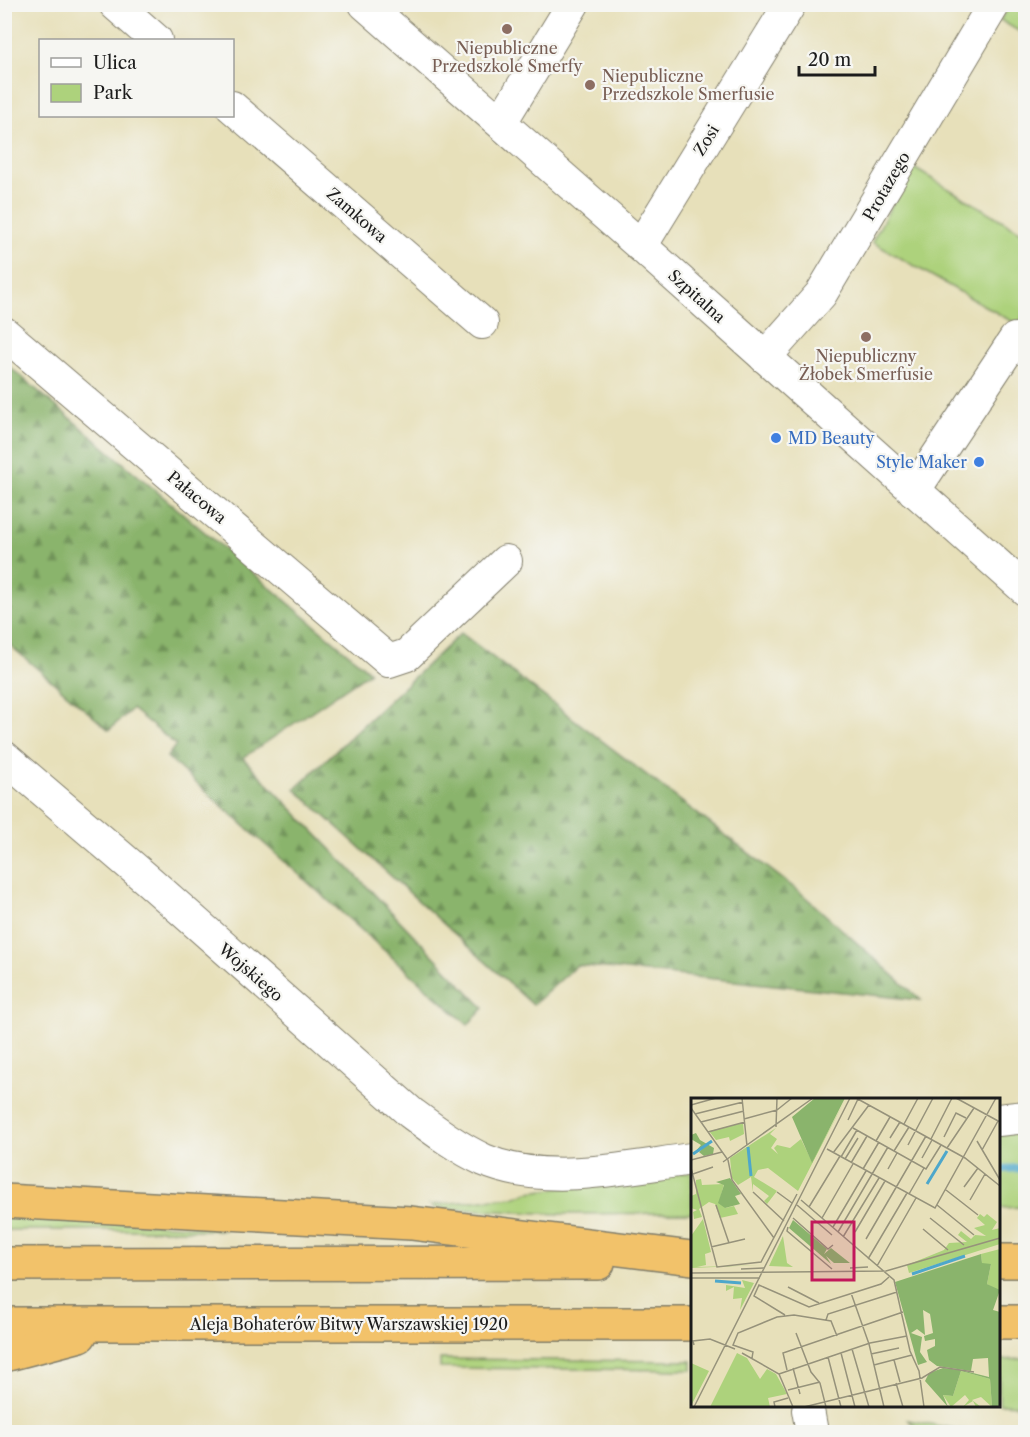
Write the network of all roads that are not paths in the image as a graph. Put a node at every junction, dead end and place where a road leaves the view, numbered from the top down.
1 (115, 4) edge
2 (365, 4) edge
3 (573, 4) edge
4 (790, 4) edge
5 (994, 4) edge
6 (155, 39) edge
7 (234, 109) edge
8 (501, 122) junction
9 (641, 246) junction
10 (482, 322) dead end
11 (4, 333) edge
12 (1015, 339) dead end
13 (765, 357) junction
14 (914, 491) junction
15 (506, 561) dead end
16 (1026, 590) edge
17 (4, 757) edge
18 (1026, 1117) edge
19 (1000, 1120) edge
20 (691, 1158) edge
21 (4, 1201) edge
22 (691, 1258) edge
23 (1000, 1261) edge
24 (1026, 1261) edge
25 (691, 1263) edge
26 (4, 1264) edge
27 (1000, 1322) edge
28 (1026, 1322) edge
29 (4, 1324) edge
30 (126, 1324) junction
31 (691, 1324) edge
32 (4, 1355) edge

1 - 6 street
2 - 8 street, Szpitalna
3 - 8 street
4 - 9 street, Zosi
5 - 13 street, Protazego
7 - 10 street, Zamkowa
8 - 9 street, Szpitalna
9 - 13 street, Szpitalna
11 - 15 street, Pałacowa
12 - 14 street
13 - 14 street, Szpitalna
14 - 16 street, Szpitalna
17 - 20 street, Wojskiego
18 - 19 street
21 - 22 highway
23 - 24 highway
25 - 26 highway
27 - 28 highway
29 - 30 highway, Aleja Bohaterów Bitwy Warszawskiej 1920
30 - 31 highway, Aleja Bohaterów Bitwy Warszawskiej 1920
30 - 32 highway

● EXERCISE DETAILS
Report only how many lines in the entries above contain the string "Aleja".

● ANSWER BOX
2